**Activity:**
Your job is to write out each record exactly, leaving none out.

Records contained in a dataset
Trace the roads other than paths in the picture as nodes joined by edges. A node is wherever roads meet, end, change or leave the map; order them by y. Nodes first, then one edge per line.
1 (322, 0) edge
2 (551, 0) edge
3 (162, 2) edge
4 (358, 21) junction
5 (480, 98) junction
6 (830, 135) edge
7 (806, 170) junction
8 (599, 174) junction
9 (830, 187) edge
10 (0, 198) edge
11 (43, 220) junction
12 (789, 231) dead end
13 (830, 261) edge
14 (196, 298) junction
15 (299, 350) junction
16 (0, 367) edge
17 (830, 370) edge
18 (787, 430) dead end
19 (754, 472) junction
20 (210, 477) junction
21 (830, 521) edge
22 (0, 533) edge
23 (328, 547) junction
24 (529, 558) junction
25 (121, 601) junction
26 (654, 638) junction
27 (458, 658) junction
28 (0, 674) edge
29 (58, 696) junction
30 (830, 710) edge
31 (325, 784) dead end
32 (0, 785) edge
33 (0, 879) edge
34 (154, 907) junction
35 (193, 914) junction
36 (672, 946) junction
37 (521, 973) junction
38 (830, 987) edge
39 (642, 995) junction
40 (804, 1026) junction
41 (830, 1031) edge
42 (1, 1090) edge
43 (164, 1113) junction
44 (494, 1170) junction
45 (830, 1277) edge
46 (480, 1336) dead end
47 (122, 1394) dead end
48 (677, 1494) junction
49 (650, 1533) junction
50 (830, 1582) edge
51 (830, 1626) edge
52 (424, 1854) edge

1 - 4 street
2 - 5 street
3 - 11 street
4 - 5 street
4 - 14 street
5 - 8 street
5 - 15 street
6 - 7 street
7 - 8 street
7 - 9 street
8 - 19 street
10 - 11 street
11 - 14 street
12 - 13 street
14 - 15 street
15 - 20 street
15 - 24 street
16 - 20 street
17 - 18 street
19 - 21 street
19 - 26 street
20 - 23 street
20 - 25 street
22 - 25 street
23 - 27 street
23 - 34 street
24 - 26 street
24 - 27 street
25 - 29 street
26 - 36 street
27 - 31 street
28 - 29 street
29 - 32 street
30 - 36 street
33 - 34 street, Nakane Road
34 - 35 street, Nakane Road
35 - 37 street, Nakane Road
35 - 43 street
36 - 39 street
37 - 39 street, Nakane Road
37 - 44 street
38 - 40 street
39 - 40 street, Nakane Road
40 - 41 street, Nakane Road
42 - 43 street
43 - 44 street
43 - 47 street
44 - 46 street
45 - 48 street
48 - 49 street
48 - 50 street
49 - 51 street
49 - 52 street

**Expected output:**
Trace the roads other than paths in the picture as nodes joined by edges. A node is wherever roads meet, end, change or leave the map; order them by y. Nodes first, then one edge per line.
1 (322, 0) edge
2 (551, 0) edge
3 (162, 2) edge
4 (358, 21) junction
5 (480, 98) junction
6 (830, 135) edge
7 (806, 170) junction
8 (599, 174) junction
9 (830, 187) edge
10 (0, 198) edge
11 (43, 220) junction
12 (789, 231) dead end
13 (830, 261) edge
14 (196, 298) junction
15 (299, 350) junction
16 (0, 367) edge
17 (830, 370) edge
18 (787, 430) dead end
19 (754, 472) junction
20 (210, 477) junction
21 (830, 521) edge
22 (0, 533) edge
23 (328, 547) junction
24 (529, 558) junction
25 (121, 601) junction
26 (654, 638) junction
27 (458, 658) junction
28 (0, 674) edge
29 (58, 696) junction
30 (830, 710) edge
31 (325, 784) dead end
32 (0, 785) edge
33 (0, 879) edge
34 (154, 907) junction
35 (193, 914) junction
36 (672, 946) junction
37 (521, 973) junction
38 (830, 987) edge
39 (642, 995) junction
40 (804, 1026) junction
41 (830, 1031) edge
42 (1, 1090) edge
43 (164, 1113) junction
44 (494, 1170) junction
45 (830, 1277) edge
46 (480, 1336) dead end
47 (122, 1394) dead end
48 (677, 1494) junction
49 (650, 1533) junction
50 (830, 1582) edge
51 (830, 1626) edge
52 (424, 1854) edge

1 - 4 street
2 - 5 street
3 - 11 street
4 - 5 street
4 - 14 street
5 - 8 street
5 - 15 street
6 - 7 street
7 - 8 street
7 - 9 street
8 - 19 street
10 - 11 street
11 - 14 street
12 - 13 street
14 - 15 street
15 - 20 street
15 - 24 street
16 - 20 street
17 - 18 street
19 - 21 street
19 - 26 street
20 - 23 street
20 - 25 street
22 - 25 street
23 - 27 street
23 - 34 street
24 - 26 street
24 - 27 street
25 - 29 street
26 - 36 street
27 - 31 street
28 - 29 street
29 - 32 street
30 - 36 street
33 - 34 street, Nakane Road
34 - 35 street, Nakane Road
35 - 37 street, Nakane Road
35 - 43 street
36 - 39 street
37 - 39 street, Nakane Road
37 - 44 street
38 - 40 street
39 - 40 street, Nakane Road
40 - 41 street, Nakane Road
42 - 43 street
43 - 44 street
43 - 47 street
44 - 46 street
45 - 48 street
48 - 49 street
48 - 50 street
49 - 51 street
49 - 52 street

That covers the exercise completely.